Set down a true copy of the data, with all pictures left out.
### RECORDS SHOWN
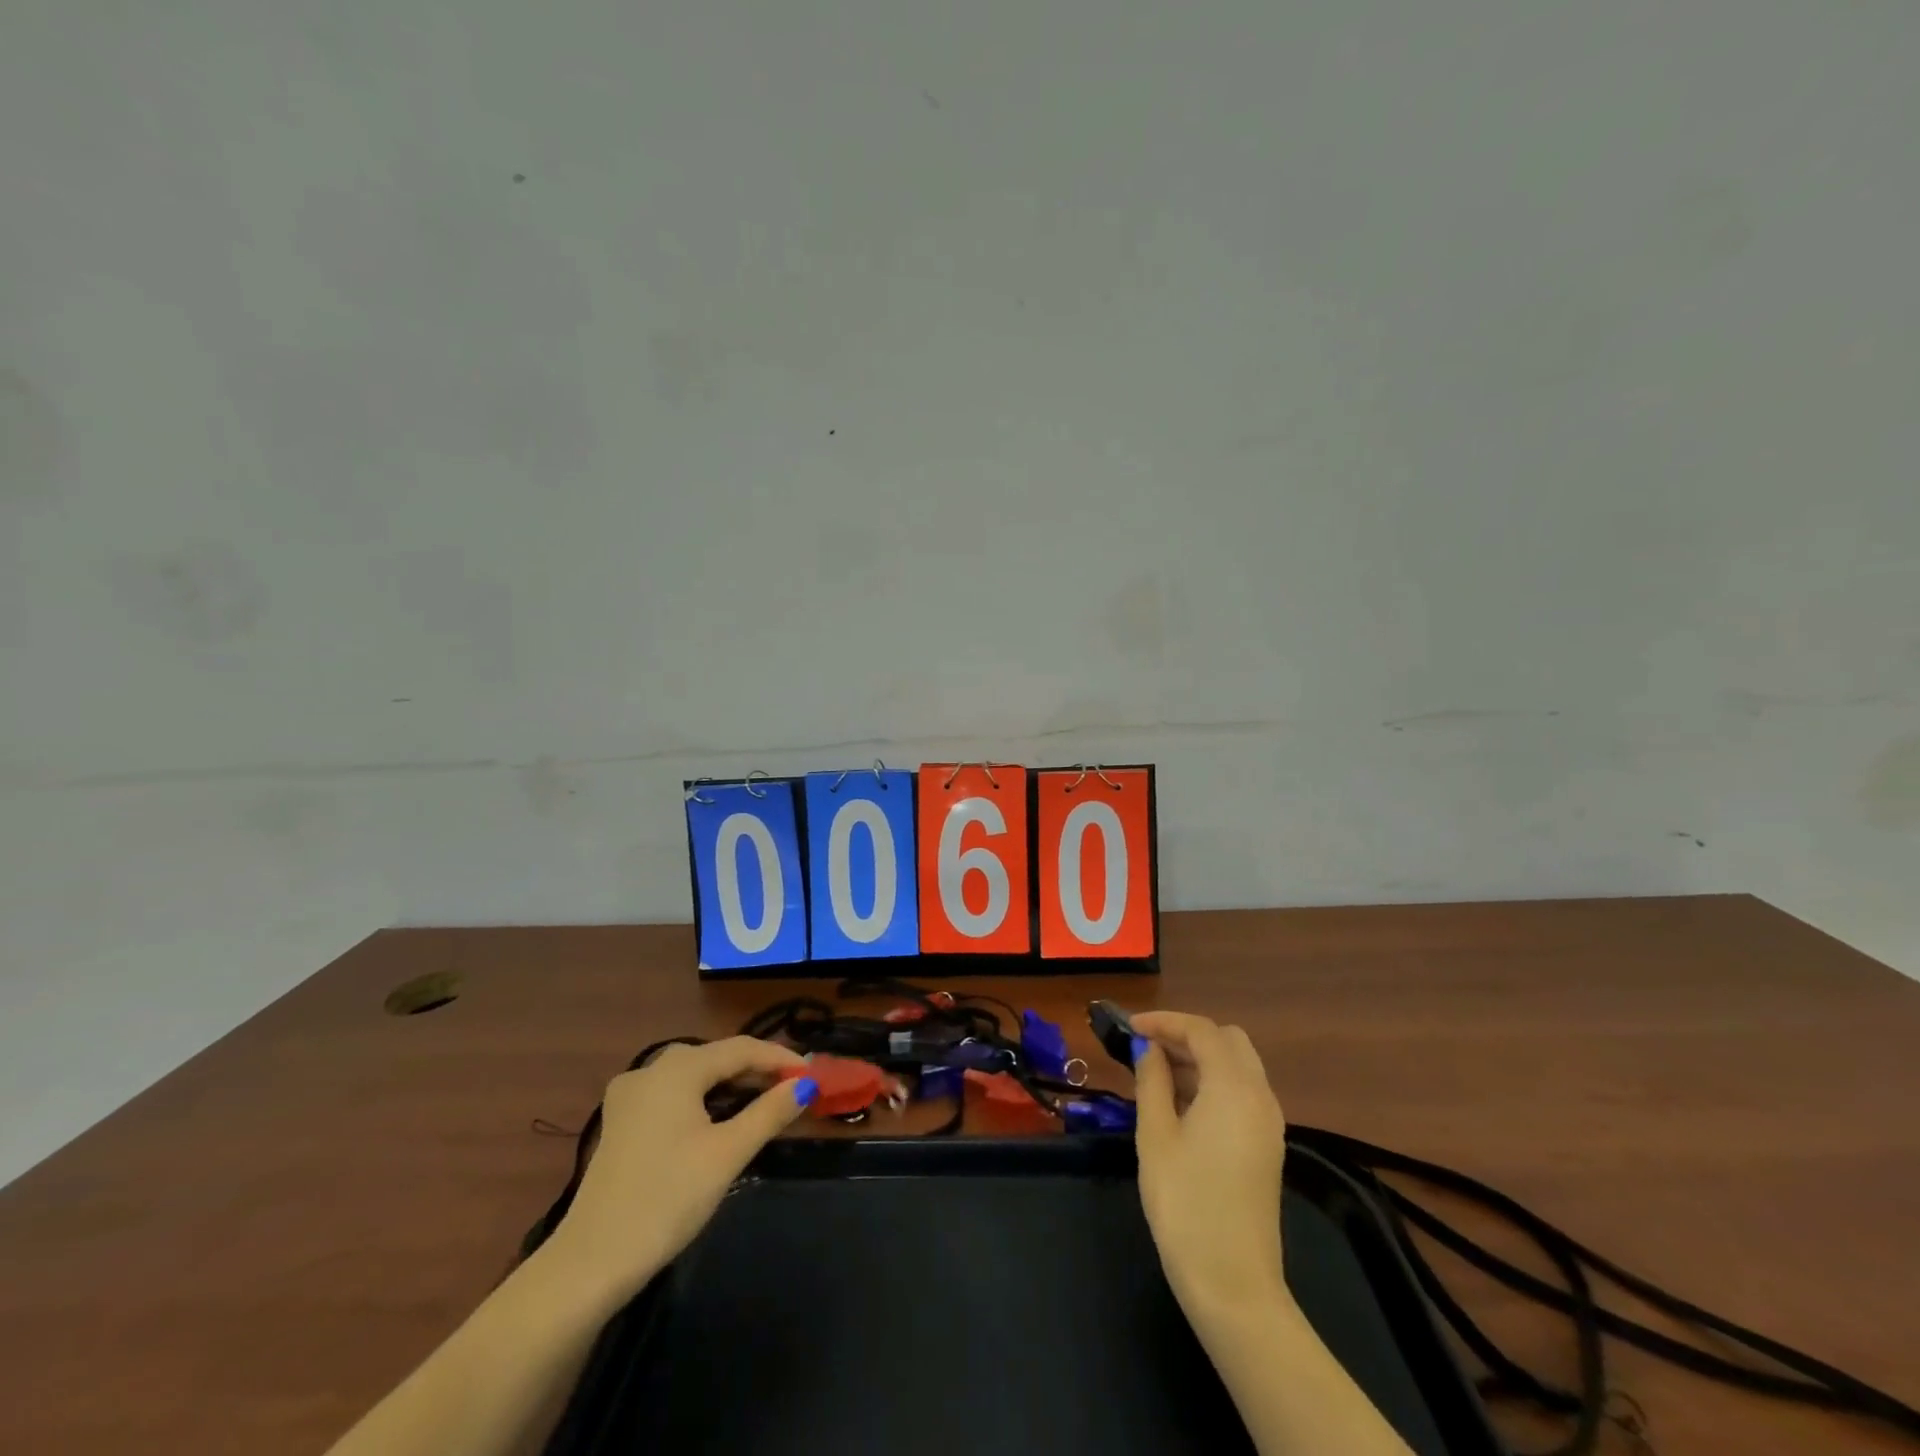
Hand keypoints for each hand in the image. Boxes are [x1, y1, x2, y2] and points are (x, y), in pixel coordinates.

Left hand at [540, 1037, 814, 1298]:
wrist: (591, 1263)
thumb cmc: (667, 1198)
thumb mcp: (727, 1154)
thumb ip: (769, 1113)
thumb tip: (805, 1085)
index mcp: (677, 1069)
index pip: (741, 1048)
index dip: (779, 1058)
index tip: (812, 1075)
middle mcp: (650, 1069)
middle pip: (716, 1058)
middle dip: (757, 1070)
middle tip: (793, 1089)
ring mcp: (630, 1096)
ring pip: (694, 1076)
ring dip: (731, 1085)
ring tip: (765, 1102)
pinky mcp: (621, 1123)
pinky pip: (673, 1095)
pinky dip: (704, 1099)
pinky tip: (720, 1118)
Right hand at [1132, 1011, 1289, 1318]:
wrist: (1233, 1285)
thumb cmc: (1185, 1203)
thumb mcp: (1156, 1136)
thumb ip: (1153, 1082)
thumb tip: (1150, 1050)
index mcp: (1234, 1087)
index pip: (1202, 1031)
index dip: (1165, 1021)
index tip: (1130, 1027)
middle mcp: (1260, 1096)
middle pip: (1228, 1041)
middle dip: (1187, 1035)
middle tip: (1148, 1047)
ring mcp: (1269, 1123)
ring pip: (1238, 1066)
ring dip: (1200, 1058)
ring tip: (1157, 1073)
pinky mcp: (1267, 1147)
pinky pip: (1243, 1092)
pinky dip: (1213, 1082)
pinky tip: (1181, 1103)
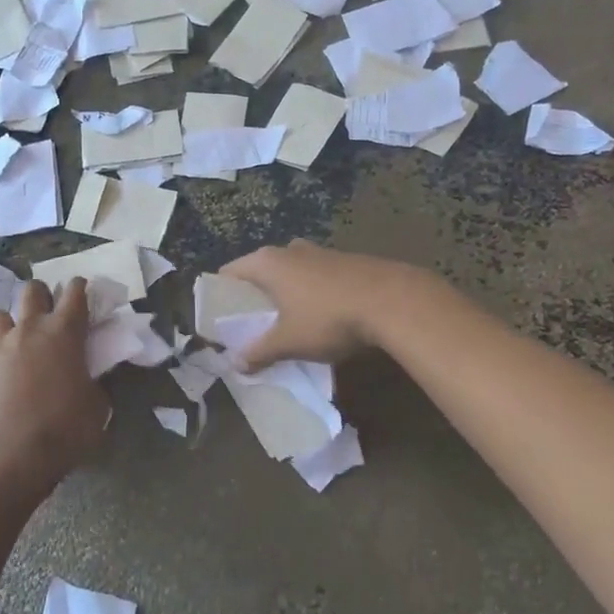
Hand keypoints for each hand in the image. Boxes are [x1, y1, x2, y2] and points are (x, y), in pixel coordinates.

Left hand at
######
### ANSWER BELOW
Hand keypoints for each hand in the image. Boxes are [x1, y1, x2, y2] and points are (x, y), in pixel coordinates.

Left hand at [540, 1037, 814, 1298]:
wrist: (591, 1263)
thumb cmc: (667, 1198)
thumb mcp: (727, 1154)
thumb ip: (769, 1113)
thumb tip: (805, 1085)
index mcp: (677, 1069)
index pip: (741, 1048)
index dip: (779, 1058)
index tip: (812, 1075)
middle mcp: (650, 1069)
middle pip: (716, 1058)
middle dip: (757, 1070)
middle tip: (793, 1089)
ring mcp: (630, 1096)
ring pip: (694, 1076)
ring dip: (731, 1085)
ring tip: (765, 1102)
pinky mcp: (621, 1123)
pinky pip: (673, 1095)
pinky dip: (704, 1099)
pinky tip: (720, 1118)
Right hand at [1132, 1011, 1289, 1318]:
wrist: (1233, 1285)
thumb cmc: (1185, 1203)
thumb mcp: (1156, 1136)
thumb ip: (1153, 1082)
thumb tip: (1150, 1050)
index mcp: (1234, 1087)
index pip: (1202, 1031)
index dip: (1165, 1021)
index tip: (1130, 1027)
middle mcp: (1260, 1096)
middle pip: (1228, 1041)
middle dip: (1187, 1035)
middle tip: (1148, 1047)
ring mcp: (1269, 1123)
ring pip: (1238, 1066)
ring dip: (1200, 1058)
ring tip: (1157, 1073)
pinky mcp: (1267, 1147)
pinky pip: (1243, 1092)
pinky dip: (1213, 1082)
pinky tip: (1181, 1103)
Hand keypoints for each hand in the image. Boxes are [x1, y1, x2, y2] and points are (x, y), in pixel coordinates.

Left hand at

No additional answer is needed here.